Kindness can be a tool, according to environmental science write Kat Kerlin.

“In California’s recent wildfires, neighbors knocking on neighbors’ doors helped save lives,” she writes. “Checking up on vulnerable neighbors during heat waves, hurricanes, or other extreme weather events can make a big difference for that individual, with global ripple effects.”

I see it every day in the work that I do. When there’s a water crisis, people help each other out.

They watch each other’s kids while they attend city council meetings. They knock on each other’s doors to sign petitions and spread the word about what’s happening. They take bottled water to those in need. The organize and support.

This resilience is what I hope can save us.

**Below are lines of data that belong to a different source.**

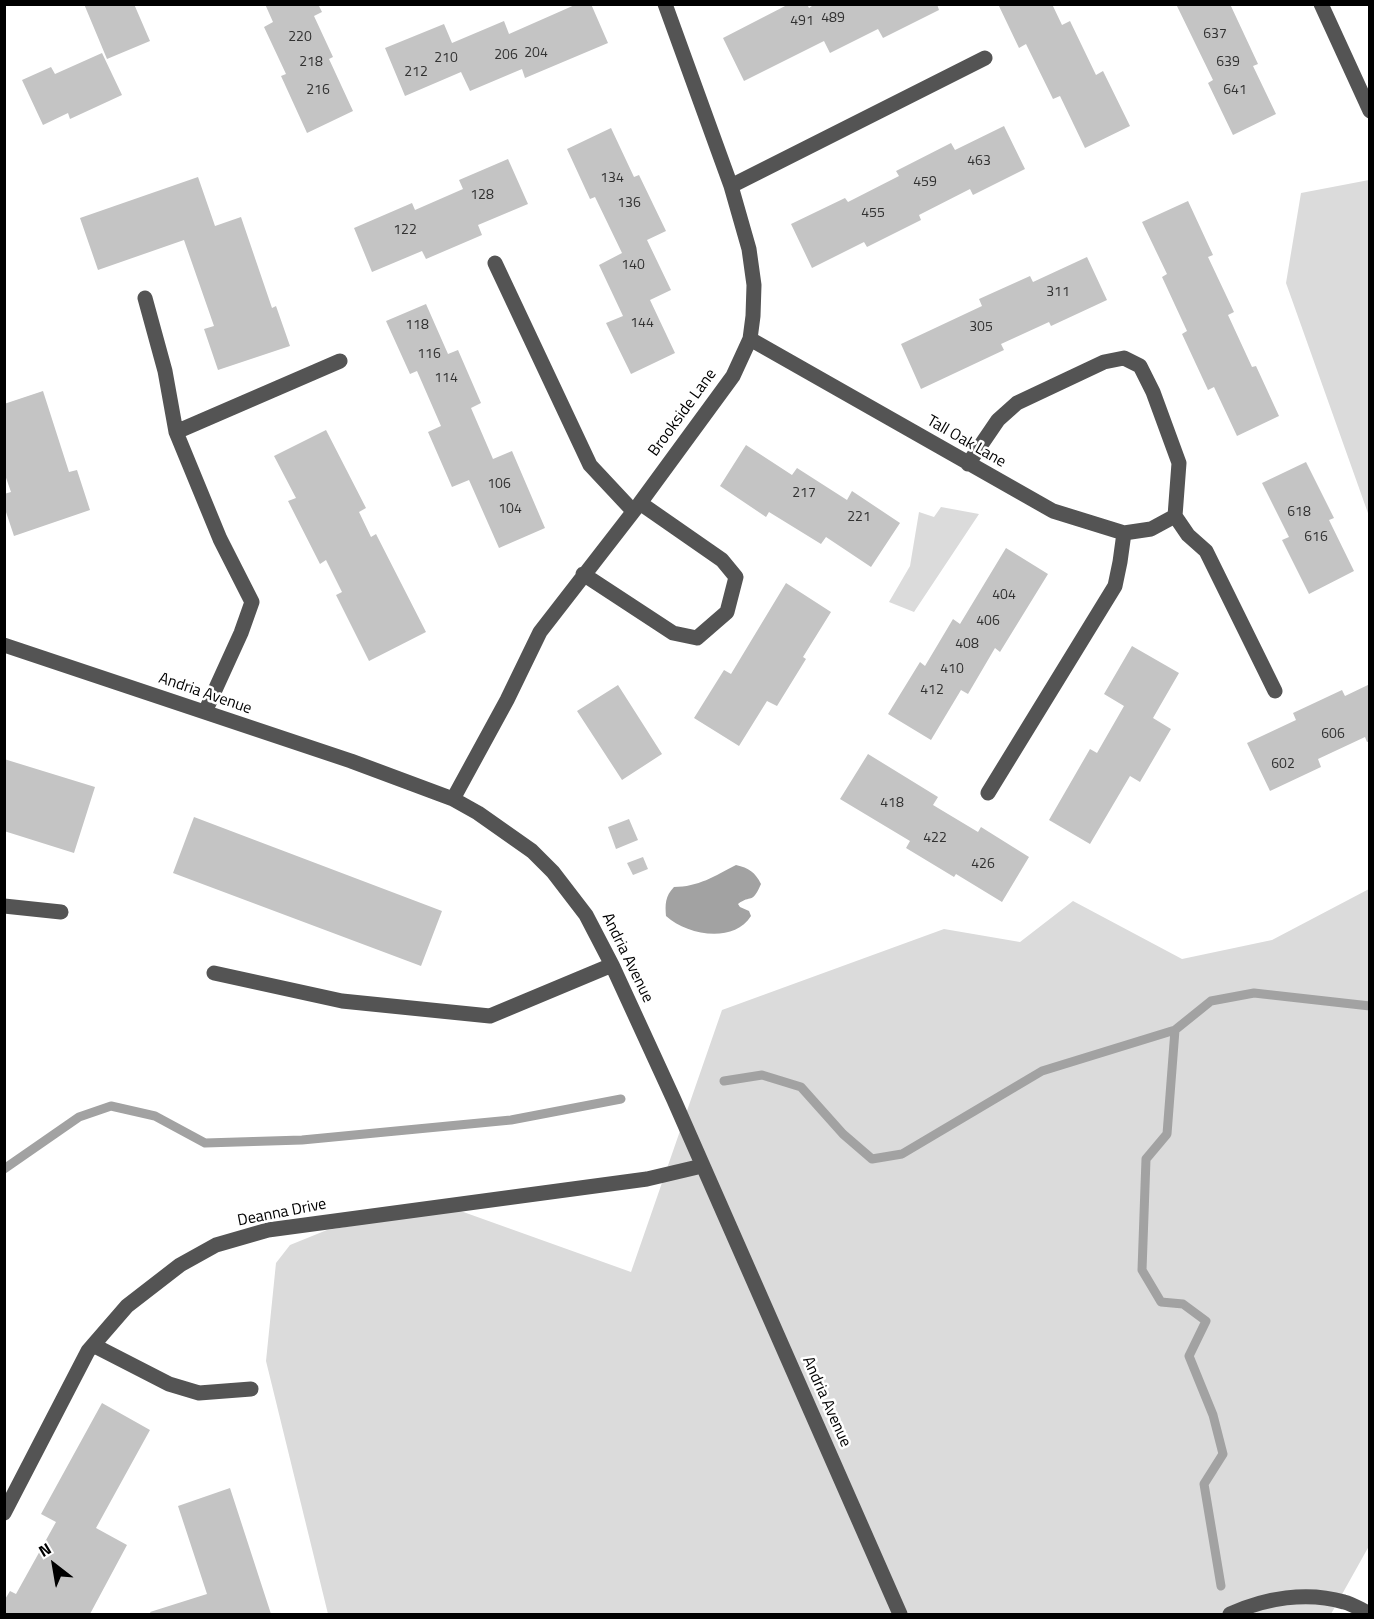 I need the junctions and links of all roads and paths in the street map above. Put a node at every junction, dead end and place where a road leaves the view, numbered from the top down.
1 (665, 4) edge
2 (1321, 4) edge
3 (985, 58) dead end
4 (1370, 111) edge
5 (731, 186) junction
6 (495, 263) dead end
7 (145, 298) dead end
8 (750, 339) junction
9 (340, 361) dead end
10 (176, 432) junction
11 (968, 464) junction
12 (637, 507) junction
13 (1175, 516) junction
14 (1124, 533) junction
15 (583, 574) junction
16 (4, 645) edge
17 (1275, 691) dead end
18 (205, 712) junction
19 (988, 793) dead end
20 (453, 799) junction
21 (4, 906) edge
22 (61, 912) dead end
23 (612, 964) junction
24 (214, 973) dead end
25 (702, 1166) junction
26 (93, 1345) junction
27 (251, 1389) dead end
28 (4, 1513) edge
29 (900, 1614) edge
30 (1230, 1614) edge
31 (1370, 1614) edge

1 - 5 street, Brookside Lane
2 - 4 street
3 - 5 street
5 - 8 street, Brookside Lane
6 - 12 street
7 - 10 street
8 - 11 street, Tall Oak Lane
8 - 12 street, Brookside Lane
9 - 10 street
10 - 18 street
11 - 13 street
11 - 14 street, Tall Oak Lane
12 - 15 street, Brookside Lane
12 - 15 street
13 - 14 street, Tall Oak Lane
13 - 17 street
14 - 19 street
15 - 20 street, Brookside Lane
16 - 18 street, Andria Avenue
18 - 20 street, Andria Avenue
20 - 23 street, Andria Avenue
21 - 22 street
23 - 24 street
23 - 25 street, Andria Avenue
25 - 26 street, Deanna Drive
25 - 29 street, Andria Avenue
26 - 27 street
26 - 28 street, Deanna Drive
30 - 31 street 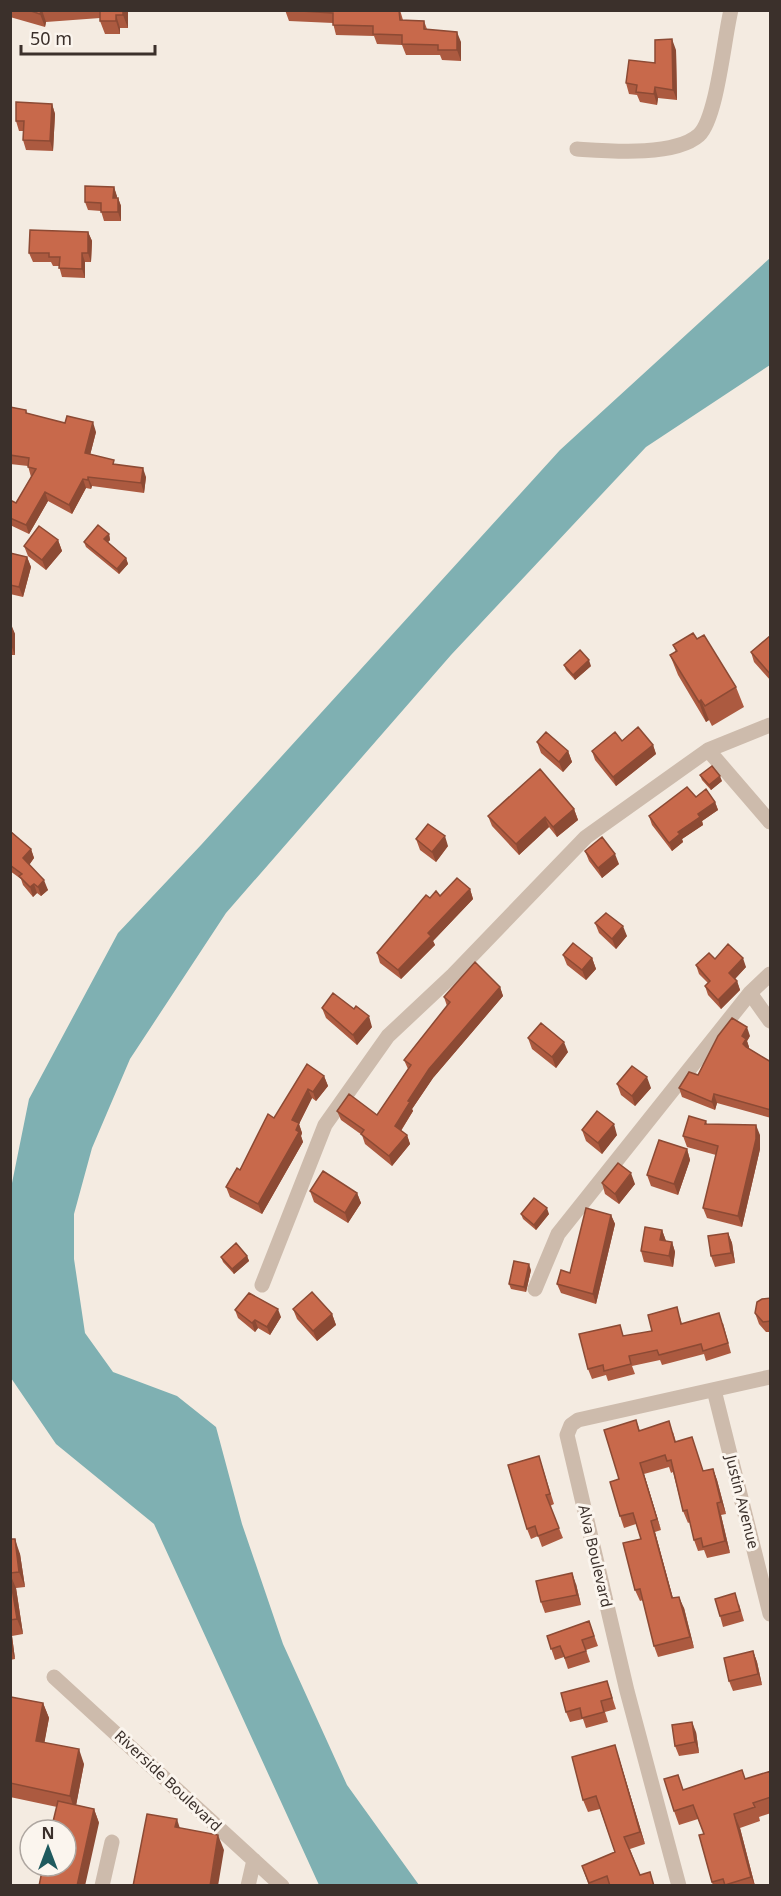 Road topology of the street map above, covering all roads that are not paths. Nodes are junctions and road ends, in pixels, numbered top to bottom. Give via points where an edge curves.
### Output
1 (731, 10) edge
2 (577, 149) dead end
3 (771, 725) edge
4 (708, 750) junction
5 (771, 822) edge
6 (771, 974) edge
7 (750, 993) junction
8 (771, 1021) edge
9 (262, 1285) dead end
10 (535, 1289) dead end
11 (771, 1377) edge
12 (714, 1390) junction
13 (771, 1614) edge
14 (54, 1677) dead end
15 (112, 1842) dead end
16 (254, 1860) junction
17 (102, 1886) edge
18 (248, 1886) edge
19 (282, 1886) edge
20 (679, 1886) edge

1 - 2 street via 713,101 699,135 666,147 626,151
3 - 4 street
4 - 5 street
4 - 9 street via 586,837 453,975 388,1036 325,1125
6 - 7 street
7 - 8 street
7 - 10 street via 558,1234
11 - 12 street, Alva Boulevard
12 - 13 street, Justin Avenue
12 - 20 street, Alva Boulevard via 578,1420 567,1436 627,1691
14 - 16 street, Riverside Boulevard
15 - 17 street
16 - 18 street
16 - 19 street, Riverside Boulevard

A powerful tool I’ve developed over the years is called RAM. It stands for Realization, Assessment, and Motivation. It’s a process I teach to help individuals, companies, and cities to get empowered, check their instincts, and take action.

R: Realization is the epiphany and the response.

It’s easy to blame others, but the moment of realization comes when you decide to get honest and take responsibility for your actions.

A: Assessment is taking stock and being accountable to yourself.

Assess your skills, your attitudes, your beliefs, and if you don’t like what you see, don’t be afraid to remodel. Tear things down and start over if you need to.

M: Motivation and mindfulness is what keeps you going.

Your motivation is the fuel that will keep you going. Most public utilities should be motivated by the sheer fact that their job is to deliver safe, clean drinking water to the residents of the area. But as you can see in many places, this motivation has not been effective. That’s where you come in. You need to make sure that those in charge can see your faces, hear your problems, and know that you care. We’ve forgotten how much power we really have. It’s time to use it.

We also need to take time away from our screens to stop and reconnect with the planet. There’s so much chatter these days that it becomes hard to hear your own voice and even harder to tune in to what’s happening around you. Keep observing the world around you and be mindful of the details, and particularly when conditions change. You are your own best ally.